Berent, however, remains a bit more skeptical, suggesting two additional questions to further parse their findings.
“The first question is kind of a reality check question, which is do they think Mary’s case is significant? Is it transformative? And everybody said, ‘Sure, it’s super transformative,’” says Berent.
“We also asked how likely is it that this experience will actually show up in her brain? If we scan her brain, will it light up? And it turns out that that’s exactly what people said. It will significantly register in the brain.”
“The point being, in the condition of the zombie people say, ‘no,’ (consciousness) is not physical,” Berent clarifies. “And in Mary’s condition, people say it’s physical.”
“If people change their mind in this way, it can’t possibly be that in reality consciousness has changed. It must be that there is something within the human psyche that colors how we see consciousness.”
“For me, this means that we need to be really careful before we assume that there is any real mystery going on.”
The Evolutionary History Of Duality
Berent ascribes what she says are our “delusional attitudes about bodies and minds” to “the same old psychological biases that I’ve been studying in my lab for years.”

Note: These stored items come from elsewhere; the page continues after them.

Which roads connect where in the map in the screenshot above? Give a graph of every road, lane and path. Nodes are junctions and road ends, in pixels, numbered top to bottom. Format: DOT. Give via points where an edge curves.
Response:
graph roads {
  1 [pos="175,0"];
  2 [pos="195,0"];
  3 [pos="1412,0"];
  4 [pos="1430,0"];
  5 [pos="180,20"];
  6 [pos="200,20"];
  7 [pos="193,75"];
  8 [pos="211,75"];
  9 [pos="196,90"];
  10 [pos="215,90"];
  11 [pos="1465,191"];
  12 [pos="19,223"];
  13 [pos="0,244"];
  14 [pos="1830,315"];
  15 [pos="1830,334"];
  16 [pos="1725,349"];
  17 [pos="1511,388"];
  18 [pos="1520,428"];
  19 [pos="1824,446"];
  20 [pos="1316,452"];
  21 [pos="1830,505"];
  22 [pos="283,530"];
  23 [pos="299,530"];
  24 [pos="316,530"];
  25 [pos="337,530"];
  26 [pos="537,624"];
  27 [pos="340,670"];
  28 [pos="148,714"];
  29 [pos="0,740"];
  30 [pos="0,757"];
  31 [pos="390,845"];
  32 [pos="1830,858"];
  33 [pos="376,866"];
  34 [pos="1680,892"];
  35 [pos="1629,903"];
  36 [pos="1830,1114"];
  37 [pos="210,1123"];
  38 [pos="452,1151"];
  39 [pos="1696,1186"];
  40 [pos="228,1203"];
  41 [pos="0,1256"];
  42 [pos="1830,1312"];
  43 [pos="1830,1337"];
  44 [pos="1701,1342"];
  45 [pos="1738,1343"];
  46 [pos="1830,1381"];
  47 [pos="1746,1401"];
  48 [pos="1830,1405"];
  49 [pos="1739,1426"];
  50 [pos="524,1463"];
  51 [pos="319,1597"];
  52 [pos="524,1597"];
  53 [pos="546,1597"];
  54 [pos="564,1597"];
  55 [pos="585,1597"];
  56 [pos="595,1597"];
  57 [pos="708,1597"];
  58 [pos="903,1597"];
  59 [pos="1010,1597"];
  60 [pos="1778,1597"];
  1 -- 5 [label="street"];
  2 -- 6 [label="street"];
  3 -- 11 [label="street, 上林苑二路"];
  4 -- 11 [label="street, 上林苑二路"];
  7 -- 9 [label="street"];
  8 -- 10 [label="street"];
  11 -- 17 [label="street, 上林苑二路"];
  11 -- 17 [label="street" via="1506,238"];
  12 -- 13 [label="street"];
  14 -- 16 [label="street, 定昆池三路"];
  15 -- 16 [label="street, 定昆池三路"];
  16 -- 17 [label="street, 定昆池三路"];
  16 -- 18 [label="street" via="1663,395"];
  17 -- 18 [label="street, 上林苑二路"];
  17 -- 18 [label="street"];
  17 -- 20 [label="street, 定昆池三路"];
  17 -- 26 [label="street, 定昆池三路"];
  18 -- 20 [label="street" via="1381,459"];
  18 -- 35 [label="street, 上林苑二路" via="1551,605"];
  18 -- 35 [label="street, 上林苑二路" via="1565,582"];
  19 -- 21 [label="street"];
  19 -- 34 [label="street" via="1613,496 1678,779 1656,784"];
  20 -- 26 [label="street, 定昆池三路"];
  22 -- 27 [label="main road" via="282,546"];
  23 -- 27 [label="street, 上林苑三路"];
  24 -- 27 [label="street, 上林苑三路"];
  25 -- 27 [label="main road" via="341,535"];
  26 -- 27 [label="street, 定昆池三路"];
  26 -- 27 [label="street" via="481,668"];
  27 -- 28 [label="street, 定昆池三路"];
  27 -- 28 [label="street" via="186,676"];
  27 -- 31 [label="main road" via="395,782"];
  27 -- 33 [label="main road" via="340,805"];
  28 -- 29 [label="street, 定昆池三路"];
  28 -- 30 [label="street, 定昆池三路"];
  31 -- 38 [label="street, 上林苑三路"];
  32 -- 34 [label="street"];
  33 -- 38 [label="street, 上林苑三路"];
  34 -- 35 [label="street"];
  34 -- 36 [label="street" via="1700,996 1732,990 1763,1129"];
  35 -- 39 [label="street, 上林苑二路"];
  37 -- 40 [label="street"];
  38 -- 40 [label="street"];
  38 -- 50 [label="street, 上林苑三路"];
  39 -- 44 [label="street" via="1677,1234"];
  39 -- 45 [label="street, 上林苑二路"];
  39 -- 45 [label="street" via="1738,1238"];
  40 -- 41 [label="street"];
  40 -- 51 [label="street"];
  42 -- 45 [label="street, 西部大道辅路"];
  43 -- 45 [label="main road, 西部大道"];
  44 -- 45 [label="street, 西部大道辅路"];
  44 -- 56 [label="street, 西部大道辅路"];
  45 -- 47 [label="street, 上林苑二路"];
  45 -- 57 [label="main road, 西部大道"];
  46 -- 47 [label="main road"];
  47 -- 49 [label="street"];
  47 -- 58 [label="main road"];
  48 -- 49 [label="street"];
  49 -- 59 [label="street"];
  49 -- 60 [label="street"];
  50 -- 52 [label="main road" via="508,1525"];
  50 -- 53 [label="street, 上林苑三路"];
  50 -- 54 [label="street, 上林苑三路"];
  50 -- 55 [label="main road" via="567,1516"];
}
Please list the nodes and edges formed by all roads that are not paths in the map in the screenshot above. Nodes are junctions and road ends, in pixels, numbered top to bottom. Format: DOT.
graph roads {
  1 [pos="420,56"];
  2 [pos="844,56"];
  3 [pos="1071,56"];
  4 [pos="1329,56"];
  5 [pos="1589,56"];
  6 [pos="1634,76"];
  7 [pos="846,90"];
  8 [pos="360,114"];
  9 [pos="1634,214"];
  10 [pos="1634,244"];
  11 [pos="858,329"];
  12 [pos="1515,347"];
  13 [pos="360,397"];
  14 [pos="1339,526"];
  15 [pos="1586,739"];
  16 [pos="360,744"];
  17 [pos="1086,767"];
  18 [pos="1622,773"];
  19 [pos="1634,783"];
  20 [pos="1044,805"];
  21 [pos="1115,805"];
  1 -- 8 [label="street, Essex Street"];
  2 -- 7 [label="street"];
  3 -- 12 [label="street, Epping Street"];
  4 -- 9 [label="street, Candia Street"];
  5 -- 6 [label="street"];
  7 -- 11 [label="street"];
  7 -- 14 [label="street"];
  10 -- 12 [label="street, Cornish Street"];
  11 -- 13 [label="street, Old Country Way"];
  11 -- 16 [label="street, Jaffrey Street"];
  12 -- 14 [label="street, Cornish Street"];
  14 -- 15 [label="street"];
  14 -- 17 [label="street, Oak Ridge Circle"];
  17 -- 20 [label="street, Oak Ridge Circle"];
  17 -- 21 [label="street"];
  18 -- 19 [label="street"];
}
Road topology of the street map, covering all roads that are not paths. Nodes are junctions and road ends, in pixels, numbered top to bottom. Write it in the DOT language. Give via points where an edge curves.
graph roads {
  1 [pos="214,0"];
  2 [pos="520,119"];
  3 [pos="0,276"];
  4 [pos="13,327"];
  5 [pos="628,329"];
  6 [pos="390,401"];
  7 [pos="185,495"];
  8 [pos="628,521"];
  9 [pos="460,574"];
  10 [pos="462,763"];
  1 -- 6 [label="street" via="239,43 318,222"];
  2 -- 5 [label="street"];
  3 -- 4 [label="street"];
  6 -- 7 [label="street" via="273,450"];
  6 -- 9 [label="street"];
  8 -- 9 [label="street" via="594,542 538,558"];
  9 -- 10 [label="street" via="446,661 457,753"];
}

She calls this separation of mind and body, dualism. Prior research conducted by Berent and her peers demonstrates that people with autism are actually less dualistic than those who are neurotypical, with males being generally less dualistic than females.
The fact that people are capable of carrying two different, even conflicting, systems of perception in our minds, is in fact owing to our own evolution as a species, explains Berent.
“Animals have an evolutionary advantage to be able to perceive objects, say, the bodies of their mothers,” she adds.
It is also imperative that we are able to perceive those objects that carry agency of their own as separate from the objects that surround them, Berent says. “You want to follow the mother and not a body that is inanimate” if you want to obtain the nurturance and protection that is crucial to surviving in an untamed wilderness.
This is the sort of dualism that, in time, “primes us to think about people and their minds and bodies as separate from each other. That’s one reason we think about consciousness as this ethereal thing separate from the body.”
“The point is that our perception of consciousness changes depending on the situation. And if that’s the case, there’s no way that we can trust it to reflect what our consciousness really is. It must be that our brain plays tricks on us.”
Know Thyself: Getting the Whole Picture
“Every psychology student that has ever come into my class asks if we’re going to talk about consciousness,” Berent explains.
“This is considered to be super important. This is our intimate understanding of who we are.”
Berent believes the thought experiment she outlines in her paper is in fact “the smoking gun” that intuitions about the idea of a consciousness existing beyond the body are the product of our own dualistically inclined brains.
Consciousness is likely the result of electrochemical functions happening in the brain, she says. “It’s hard for psychological reasons.”